TORY Middle England must be feeling pretty disorientated these days. Over these past few weeks, the traditional voice of the well-to-do conservative suburbs of the Home Counties has abruptly changed its soundtrack.

For many years, the Daily Mail stood in the vanguard of hard-right hatred for the European Union. It screamed daily abuse at the treachery of deranged Remoaners intent on turning the UK into a Franco-German colony.

It denounced High Court judges as enemies of the people for daring to uphold the right of Parliament to make the final decision on leaving the EU. It berated Tory moderates as traitors to the UK for expressing doubts over the wisdom of a hard Brexit.

The newspaper is still in full flow but it’s now decrying self-serving saboteurs and backstabbing plotters. At the weekend its journalists sneered at the “lemming letter club” of Tory hard Brexiteers and reported that these “desperate sharks” are struggling to get the required 48 signatures to trigger a vote of no confidence in Theresa May. Across the shires, stockbrokers and landowners must have felt like they had switched on Radio 3 to hear hip hop blasting out.

The sudden shift in direction is partly explained by the appointment of a new editor. Paul Dacre, the millionaire owner of multiple luxury properties including a sporting estate in the West Highlands, was kicked upstairs into a harmless sinecure a few months ago. His replacement was the less well-known Geordie Greig, a Remain supporter in 2016.

However, the change of policy seems to me to be a sure sign that even some of the most right-wing elements of the British establishment are beginning to get cold feet over the prospect of a hard Brexit.
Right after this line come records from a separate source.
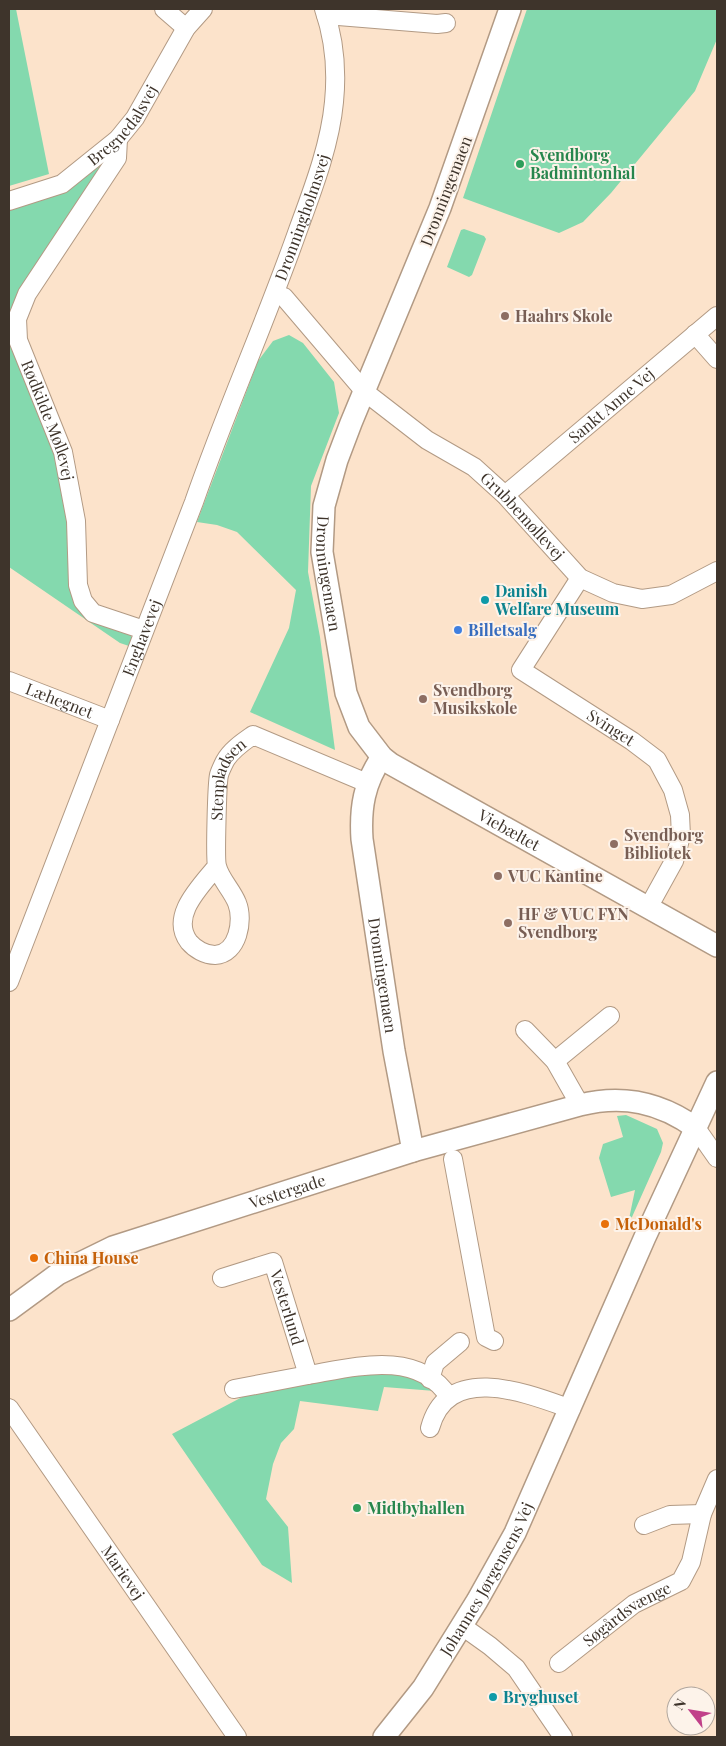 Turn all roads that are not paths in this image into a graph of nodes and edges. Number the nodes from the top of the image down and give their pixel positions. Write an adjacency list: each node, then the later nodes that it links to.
1 (164, 9): 6 (street)
2 (203, 9): 6 (street, Bregnedalsvej)
3 (510, 9): 13 (street, Dronningemaen)
4 (325, 12): 5 (street); 9 (street, Dronningholmsvej)
5 (446, 22)
6 (186, 28): 7 (street, Bregnedalsvej)
7 (118, 140): 8 (street, Bregnedalsvej); 17 (street, Rødkilde Møllevej)
8 (9, 201)
9 (275, 294): 13 (street, Dronningholmsvej); 17 (street, Enghavevej)
10 (717, 316): 11 (street, Sankt Anne Vej)
11 (695, 334): 12 (street); 14 (street, Sankt Anne Vej)
12 (717, 359)
13 (365, 392): 14 (street, Grubbemøllevej); 20 (street, Dronningemaen)
14 (505, 495): 16 (street, Grubbemøllevej)
15 (717, 571): 16 (street, Grubbemøllevej)
16 (580, 578): 23 (street, Svinget)
17 (144, 630): 19 (street, Enghavevej)
18 (9, 681): 19 (street, Læhegnet)
19 (110, 720): 25 (street, Enghavevej)
20 (382, 757): 21 (street, Dronningemaen); 23 (street, Viebæltet)
21 (367, 782): 22 (street, Stenpladsen); 32 (street, Dronningemaen)
22 (216, 866): 22 (street)
23 (648, 908): 24 (street, Viebæltet)
24 (717, 946)
25 (10, 975)
26 (610, 1016): 28 (street)
27 (525, 1030): 28 (street)
28 (555, 1061): 30 (street)
29 (717, 1082): 31 (street)
30 (580, 1105): 31 (street, Vestergade); 32 (street, Vestergade)
31 (696, 1128): 34 (street); 44 (street, Johannes Jørgensens Vej)
32 (413, 1151): 36 (street, Vestergade)
33 (454, 1158): 37 (street)
34 (717, 1158)
35 (222, 1278): 39 (street, Vesterlund)
36 (9, 1310)
37 (494, 1341)
38 (460, 1342): 40 (street)
39 (308, 1376): 40 (street); 41 (street)
40 (430, 1379): 42 (street)
41 (234, 1389)
42 (449, 1397): 44 (street); 45 (street)
43 (9, 1408): 51 (street, Marievej)
44 (571, 1409): 49 (street, Johannes Jørgensens Vej)
45 (430, 1428)
46 (717, 1479): 47 (street, Søgårdsvænge)
47 (702, 1514): 48 (street); 50 (street, Søgårdsvænge)
48 (644, 1526)
49 (462, 1626): 52 (street, Johannes Jørgensens Vej); 53 (street)
50 (559, 1663)
51 (237, 1737)
52 (384, 1737)
53 (563, 1737)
The shift may also reflect a fear in some circles that the traditional party of the rich and powerful may be on the brink of a catastrophic rupture, opening the door for Jeremy Corbyn and John McDonnell to stroll into Downing Street while Scotland marches out of the United Kingdom.

The change in the Mail’s position shows that even the most dyed-in-the-wool newspapers are subject to the influences of the world outside. Especially in a ruthlessly competitive marketplace, political principles can be expendable under pain of death.
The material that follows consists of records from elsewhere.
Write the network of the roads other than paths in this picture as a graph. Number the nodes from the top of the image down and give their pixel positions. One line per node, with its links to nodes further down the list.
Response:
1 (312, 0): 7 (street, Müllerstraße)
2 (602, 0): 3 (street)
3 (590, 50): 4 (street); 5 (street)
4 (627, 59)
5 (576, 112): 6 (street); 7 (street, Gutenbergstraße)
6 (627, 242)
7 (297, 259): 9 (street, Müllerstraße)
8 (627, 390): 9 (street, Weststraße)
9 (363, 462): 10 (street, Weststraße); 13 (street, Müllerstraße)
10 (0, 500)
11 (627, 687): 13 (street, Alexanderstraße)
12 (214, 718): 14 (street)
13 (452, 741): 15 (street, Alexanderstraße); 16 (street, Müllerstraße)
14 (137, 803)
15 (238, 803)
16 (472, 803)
I haven’t followed social media that closely over these past few days since Johnston Press went into administration. I do believe, though, that there has been much celebration among sections of the independence movement. Understandable perhaps, given the role The Scotsman played in the 2014 referendum. But wrong, in my opinion, on several counts.

Newspapers, like them or loathe them, employ people. The livelihoods of more than 2000 workers and their families are directly dependent on Edinburgh-based Johnston Press. As well as journalists, it also employs clerical workers, receptionists, cleaners, photographers, illustrators, printers, advertising staff and drivers. And they in turn help support many other jobs through their spending.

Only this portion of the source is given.